His analysis takes 16 pages, in two parts, so you can imagine it is quite serious. He looks at ease of use, code clarity, standard or not (C90, C99, C++03, C++0x), efficient, length-safe, type-safe, usable with templates. Guess what: iostream is not the clear winner.
And he does not even look at internationalization!

His conclusion:

  • to convert a value a to a string => boost::lexical_cast
  • simple formatting => stringstream, strstream (but notes that “the code will be more verbose and harder to grasp”)
  • for more complex formatting => snprintf
  • never sprintf

Now I will try to look at several string APIs from the internationalization perspective.

The typical operations that are important from this perspective are:

  • loading a string from resources (or message catalog, or whatever). This is not a major problem, and is platform-dependent anyway, but writing a small function for this should be trivial. So if the class is cross-platform and has nothing already in place for this task, I will assume you use something called GetTranslation, and I don’t care how you implement it.
  • replace some parameters with current values
  • display the result (again, platform dependent, I will not deal with it)

As an example I will use a simple string with two parameters, something like this:

"You should click Ok to %s %d files"

I will also see how the API behaves when dealing with some typical localization issues:

Spaces: there are languages that do not use spaces to separate words, or use them only in some situations (Thai, Japanese). It looks like another piece of text, so one can just move it to resources and call it a day, isn’t it? Well, no, because depending of the context the English space is “translated” as space or as nothing, and since you have no way to know the rules for each language, you will have to store in resources all spaces, with IDs clear enough for the translator to figure out where it belongs (to what sentence and where). So I will look at this separately.

Yoda speak: there are languages that require the order of the various speech parts to be changed (see “Linguistic typology” at Wikipedia, http://en.wikipedia.org/wiki/Linguistic_typology). But because I don’t want to single out any language out there, I will call it Yoda-speak, and make it sound like this:

"FILES %d TO %s CLICK OK YOU SHOULD"

It is important to note the %d and %s switching position (which can crash your application).

Context (complete string): the strings stored in resources should be as close to complete sentences as possible. It is almost impossible to translate fragments of sentences with no context at all. And no, it is not a solution to provide the running software to the translator. Searching in all the UI for some bits and pieces of strings is slow and error prone.

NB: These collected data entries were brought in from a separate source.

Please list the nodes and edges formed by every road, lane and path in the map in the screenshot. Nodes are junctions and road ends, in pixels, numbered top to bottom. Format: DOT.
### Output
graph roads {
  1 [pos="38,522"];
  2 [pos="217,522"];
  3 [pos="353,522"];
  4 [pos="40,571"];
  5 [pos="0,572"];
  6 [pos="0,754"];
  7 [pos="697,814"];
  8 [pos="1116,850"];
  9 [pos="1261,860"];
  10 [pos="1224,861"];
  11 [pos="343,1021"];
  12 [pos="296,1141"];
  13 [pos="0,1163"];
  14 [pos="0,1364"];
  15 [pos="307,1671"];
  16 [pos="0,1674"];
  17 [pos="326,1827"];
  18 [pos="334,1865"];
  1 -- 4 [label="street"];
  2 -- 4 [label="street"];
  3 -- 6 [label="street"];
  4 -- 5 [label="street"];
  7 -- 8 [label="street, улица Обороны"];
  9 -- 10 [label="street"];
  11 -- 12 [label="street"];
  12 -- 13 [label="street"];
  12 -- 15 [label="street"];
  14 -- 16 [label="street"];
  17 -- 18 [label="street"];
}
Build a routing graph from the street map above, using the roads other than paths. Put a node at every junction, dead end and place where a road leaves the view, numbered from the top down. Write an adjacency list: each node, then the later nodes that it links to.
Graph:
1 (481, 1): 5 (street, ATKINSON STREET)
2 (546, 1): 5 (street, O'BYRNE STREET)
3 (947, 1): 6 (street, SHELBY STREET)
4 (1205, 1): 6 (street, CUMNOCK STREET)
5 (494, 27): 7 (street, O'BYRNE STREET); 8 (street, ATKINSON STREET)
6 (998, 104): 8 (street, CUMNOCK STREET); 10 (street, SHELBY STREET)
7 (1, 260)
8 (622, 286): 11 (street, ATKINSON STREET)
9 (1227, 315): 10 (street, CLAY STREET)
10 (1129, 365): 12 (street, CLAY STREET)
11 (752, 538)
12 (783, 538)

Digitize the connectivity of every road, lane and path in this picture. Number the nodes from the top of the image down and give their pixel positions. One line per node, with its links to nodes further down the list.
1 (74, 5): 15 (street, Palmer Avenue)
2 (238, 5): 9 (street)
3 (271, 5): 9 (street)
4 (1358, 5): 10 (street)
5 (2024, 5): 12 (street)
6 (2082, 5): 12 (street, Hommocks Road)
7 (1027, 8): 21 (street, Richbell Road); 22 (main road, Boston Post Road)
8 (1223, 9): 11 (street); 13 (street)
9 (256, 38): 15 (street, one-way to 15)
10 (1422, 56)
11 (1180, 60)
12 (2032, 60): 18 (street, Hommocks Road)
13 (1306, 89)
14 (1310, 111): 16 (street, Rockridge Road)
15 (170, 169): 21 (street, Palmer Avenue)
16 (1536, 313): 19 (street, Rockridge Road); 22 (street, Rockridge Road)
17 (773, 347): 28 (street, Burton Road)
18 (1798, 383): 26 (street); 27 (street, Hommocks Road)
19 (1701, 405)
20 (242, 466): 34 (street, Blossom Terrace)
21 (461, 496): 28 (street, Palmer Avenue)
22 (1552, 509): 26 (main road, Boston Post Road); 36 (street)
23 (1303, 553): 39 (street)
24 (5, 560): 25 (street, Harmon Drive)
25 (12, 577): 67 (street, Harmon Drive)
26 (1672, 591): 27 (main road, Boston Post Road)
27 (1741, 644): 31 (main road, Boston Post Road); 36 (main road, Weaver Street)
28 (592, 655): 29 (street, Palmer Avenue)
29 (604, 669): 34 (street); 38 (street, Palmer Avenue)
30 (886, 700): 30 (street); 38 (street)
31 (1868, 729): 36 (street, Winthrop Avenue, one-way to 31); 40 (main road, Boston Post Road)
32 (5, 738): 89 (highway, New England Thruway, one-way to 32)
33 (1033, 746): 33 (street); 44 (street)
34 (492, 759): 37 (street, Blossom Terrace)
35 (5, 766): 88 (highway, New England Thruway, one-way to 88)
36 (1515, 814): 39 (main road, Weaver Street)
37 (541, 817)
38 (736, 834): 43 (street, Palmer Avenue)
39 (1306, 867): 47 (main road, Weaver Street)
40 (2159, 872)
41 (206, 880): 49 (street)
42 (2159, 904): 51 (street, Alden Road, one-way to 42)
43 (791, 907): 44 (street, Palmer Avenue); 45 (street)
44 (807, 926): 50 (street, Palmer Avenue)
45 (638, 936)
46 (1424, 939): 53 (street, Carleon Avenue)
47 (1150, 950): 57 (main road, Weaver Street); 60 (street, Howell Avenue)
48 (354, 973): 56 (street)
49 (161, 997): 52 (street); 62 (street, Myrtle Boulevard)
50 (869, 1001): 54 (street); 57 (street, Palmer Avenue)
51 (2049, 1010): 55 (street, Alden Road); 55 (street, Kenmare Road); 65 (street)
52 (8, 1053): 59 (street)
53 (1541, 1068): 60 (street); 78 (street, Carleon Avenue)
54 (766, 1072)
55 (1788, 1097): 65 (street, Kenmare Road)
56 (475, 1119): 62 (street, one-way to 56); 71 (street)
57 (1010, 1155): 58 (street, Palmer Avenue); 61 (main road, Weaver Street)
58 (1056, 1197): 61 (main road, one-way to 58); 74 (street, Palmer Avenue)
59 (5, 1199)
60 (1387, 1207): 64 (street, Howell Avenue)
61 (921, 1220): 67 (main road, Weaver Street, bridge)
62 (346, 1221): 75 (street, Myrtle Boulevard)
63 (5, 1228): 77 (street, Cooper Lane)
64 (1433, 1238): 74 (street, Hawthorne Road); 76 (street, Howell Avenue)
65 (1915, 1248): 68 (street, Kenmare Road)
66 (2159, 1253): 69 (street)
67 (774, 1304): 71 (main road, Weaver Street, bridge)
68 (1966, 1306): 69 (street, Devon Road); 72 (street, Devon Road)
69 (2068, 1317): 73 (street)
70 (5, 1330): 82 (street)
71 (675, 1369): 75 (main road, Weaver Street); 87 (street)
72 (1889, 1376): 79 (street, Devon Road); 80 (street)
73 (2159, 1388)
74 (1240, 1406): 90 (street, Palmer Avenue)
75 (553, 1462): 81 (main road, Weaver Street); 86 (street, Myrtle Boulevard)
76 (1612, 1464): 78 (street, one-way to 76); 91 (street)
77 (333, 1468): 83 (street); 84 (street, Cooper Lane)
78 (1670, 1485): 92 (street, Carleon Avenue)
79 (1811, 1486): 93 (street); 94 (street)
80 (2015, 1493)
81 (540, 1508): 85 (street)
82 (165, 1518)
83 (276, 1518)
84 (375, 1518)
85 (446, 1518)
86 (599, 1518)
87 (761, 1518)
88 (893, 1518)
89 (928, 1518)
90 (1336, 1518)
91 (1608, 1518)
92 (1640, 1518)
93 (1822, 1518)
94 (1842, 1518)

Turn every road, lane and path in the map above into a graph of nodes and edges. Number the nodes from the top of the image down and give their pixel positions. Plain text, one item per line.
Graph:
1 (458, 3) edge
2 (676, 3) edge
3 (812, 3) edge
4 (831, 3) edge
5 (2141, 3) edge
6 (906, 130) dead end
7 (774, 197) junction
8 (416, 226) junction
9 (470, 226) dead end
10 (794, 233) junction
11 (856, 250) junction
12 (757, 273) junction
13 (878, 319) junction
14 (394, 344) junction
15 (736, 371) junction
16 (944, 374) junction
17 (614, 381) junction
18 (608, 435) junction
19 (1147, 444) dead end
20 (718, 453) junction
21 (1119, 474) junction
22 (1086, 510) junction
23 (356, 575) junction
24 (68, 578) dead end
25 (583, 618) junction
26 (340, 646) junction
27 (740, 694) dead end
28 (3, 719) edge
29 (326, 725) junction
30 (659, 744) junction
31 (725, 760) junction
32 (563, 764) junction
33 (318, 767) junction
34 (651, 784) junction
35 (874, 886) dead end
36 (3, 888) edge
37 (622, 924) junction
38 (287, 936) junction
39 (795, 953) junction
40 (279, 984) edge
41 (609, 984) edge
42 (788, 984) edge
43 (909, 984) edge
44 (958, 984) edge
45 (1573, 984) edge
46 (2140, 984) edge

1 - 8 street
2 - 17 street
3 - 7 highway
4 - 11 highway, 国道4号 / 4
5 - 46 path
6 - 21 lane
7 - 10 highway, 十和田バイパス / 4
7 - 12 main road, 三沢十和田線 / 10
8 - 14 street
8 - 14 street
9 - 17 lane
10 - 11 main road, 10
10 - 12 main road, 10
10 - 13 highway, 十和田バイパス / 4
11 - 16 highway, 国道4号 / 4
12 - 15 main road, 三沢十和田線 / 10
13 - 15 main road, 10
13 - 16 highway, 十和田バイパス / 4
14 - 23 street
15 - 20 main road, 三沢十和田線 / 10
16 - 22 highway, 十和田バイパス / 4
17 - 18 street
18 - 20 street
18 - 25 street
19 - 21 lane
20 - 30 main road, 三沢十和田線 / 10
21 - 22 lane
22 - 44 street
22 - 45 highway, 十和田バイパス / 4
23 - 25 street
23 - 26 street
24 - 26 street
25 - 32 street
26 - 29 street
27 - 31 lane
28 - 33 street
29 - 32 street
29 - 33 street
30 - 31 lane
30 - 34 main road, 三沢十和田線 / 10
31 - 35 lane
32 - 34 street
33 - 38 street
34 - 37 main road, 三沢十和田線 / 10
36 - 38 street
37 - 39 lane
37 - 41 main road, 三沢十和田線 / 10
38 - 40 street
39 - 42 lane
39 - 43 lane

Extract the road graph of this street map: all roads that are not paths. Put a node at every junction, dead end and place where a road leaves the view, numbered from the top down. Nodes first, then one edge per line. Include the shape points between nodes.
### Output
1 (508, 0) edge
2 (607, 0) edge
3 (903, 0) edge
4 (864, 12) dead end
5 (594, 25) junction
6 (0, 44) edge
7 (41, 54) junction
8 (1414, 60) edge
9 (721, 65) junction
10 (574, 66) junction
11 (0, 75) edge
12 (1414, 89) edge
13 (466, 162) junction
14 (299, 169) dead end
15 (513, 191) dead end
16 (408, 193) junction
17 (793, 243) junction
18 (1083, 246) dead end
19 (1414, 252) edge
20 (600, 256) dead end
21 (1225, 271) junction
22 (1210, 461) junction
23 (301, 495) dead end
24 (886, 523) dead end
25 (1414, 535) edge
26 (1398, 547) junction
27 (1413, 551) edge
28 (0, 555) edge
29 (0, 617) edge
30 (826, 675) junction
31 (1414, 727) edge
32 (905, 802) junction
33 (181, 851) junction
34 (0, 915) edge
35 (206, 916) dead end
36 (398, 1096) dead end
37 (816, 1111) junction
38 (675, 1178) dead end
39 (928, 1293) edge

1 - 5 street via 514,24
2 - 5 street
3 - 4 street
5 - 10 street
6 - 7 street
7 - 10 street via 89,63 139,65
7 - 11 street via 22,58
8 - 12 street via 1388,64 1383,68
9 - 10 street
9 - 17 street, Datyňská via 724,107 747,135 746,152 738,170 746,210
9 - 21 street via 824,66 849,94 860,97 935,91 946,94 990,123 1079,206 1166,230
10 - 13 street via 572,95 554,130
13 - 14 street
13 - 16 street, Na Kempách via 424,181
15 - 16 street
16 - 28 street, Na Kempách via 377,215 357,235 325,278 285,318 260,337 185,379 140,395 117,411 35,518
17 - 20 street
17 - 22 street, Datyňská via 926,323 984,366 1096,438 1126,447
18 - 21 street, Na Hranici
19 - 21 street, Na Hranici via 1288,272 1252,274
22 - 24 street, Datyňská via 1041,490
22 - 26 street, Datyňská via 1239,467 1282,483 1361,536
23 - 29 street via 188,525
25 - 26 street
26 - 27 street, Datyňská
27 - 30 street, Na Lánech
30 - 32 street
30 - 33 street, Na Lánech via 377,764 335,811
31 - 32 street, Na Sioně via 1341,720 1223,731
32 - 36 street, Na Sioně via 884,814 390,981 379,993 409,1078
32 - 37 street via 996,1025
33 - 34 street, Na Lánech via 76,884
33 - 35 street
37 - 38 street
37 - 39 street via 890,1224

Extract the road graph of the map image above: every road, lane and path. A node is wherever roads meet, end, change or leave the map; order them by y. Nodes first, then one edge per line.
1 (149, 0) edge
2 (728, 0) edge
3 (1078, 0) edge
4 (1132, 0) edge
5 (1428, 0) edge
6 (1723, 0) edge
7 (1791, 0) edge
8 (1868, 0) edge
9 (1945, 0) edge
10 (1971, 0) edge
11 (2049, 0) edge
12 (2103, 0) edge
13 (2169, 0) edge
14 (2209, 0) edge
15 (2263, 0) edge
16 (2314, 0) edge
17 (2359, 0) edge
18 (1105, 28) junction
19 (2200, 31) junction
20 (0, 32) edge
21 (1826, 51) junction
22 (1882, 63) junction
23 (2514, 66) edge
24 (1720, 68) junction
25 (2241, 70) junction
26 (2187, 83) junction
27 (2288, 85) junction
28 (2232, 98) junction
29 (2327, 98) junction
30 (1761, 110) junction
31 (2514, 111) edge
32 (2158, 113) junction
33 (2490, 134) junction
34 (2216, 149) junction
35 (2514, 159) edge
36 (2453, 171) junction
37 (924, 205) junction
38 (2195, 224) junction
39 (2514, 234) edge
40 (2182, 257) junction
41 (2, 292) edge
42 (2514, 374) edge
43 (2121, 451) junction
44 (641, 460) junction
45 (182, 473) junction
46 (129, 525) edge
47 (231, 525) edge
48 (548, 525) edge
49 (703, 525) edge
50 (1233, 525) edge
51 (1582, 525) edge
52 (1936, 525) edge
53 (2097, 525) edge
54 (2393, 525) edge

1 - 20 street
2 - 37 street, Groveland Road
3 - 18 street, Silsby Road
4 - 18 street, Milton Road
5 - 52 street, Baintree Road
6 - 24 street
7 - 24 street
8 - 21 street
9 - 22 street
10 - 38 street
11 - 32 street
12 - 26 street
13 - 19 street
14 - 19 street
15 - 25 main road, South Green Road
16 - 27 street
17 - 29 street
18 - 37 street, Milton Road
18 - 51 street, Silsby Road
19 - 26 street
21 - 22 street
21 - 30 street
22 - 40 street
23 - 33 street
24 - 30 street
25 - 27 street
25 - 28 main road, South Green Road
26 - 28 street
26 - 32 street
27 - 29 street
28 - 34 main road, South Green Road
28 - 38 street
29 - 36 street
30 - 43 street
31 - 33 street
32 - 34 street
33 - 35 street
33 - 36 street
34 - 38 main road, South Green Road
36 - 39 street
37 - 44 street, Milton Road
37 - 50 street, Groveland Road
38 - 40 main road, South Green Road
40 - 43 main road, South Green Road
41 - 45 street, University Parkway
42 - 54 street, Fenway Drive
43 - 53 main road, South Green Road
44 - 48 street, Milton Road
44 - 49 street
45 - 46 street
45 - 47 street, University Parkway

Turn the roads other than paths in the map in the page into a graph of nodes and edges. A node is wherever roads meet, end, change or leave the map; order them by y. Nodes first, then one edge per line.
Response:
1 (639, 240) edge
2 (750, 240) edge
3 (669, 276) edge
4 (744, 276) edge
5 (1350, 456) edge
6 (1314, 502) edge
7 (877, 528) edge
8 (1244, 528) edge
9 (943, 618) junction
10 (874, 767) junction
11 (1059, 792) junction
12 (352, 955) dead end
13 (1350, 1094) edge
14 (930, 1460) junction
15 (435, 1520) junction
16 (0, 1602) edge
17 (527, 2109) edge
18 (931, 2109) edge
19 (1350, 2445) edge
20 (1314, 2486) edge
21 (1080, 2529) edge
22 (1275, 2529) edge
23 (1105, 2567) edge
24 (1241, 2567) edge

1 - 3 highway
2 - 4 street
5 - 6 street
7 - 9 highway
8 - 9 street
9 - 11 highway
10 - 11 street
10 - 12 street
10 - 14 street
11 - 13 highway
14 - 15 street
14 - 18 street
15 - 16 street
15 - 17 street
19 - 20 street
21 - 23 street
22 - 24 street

Format control: sometimes the formatting of some elements (date, numbers) are locale sensitive, so it would be nice to have control over things like decimal/hex display or to change the number of decimal digits. For instance currency values need 2 decimals in most locales, but 3 digits are used for most Arab countries.

Readability: how clear and easy it is to read and understand the code.

Cross-platform: usually part of the standard library also means cross-platform. There is not much to say here, just yes-no.

Unicode: is there is a Unicode equivalent in the family of functions?

The APIs

iostream (strstream)

Original code:

std::string action = "delete";
int ncount = 12;
cout << "You should click Ok to " << action << " " << ncount << " files";

Resources:

IDS_CLICKOK = "You should click Ok to "
IDS_ACTION_DELETE = "delete"
IDS_ACTION_FILES = "files"

International code:

std::string s1, s2, s3, s4;
GetTranslation( s1, IDS_CLICKOK );
GetTranslation( s2, IDS_ACTION_DELETE );
GetTranslation( s3, IDS_ACTION_FILES );
cout << s1 << s2 << " " << %d << s3;

Spaces: there is no way to remove the space, so this is wrong.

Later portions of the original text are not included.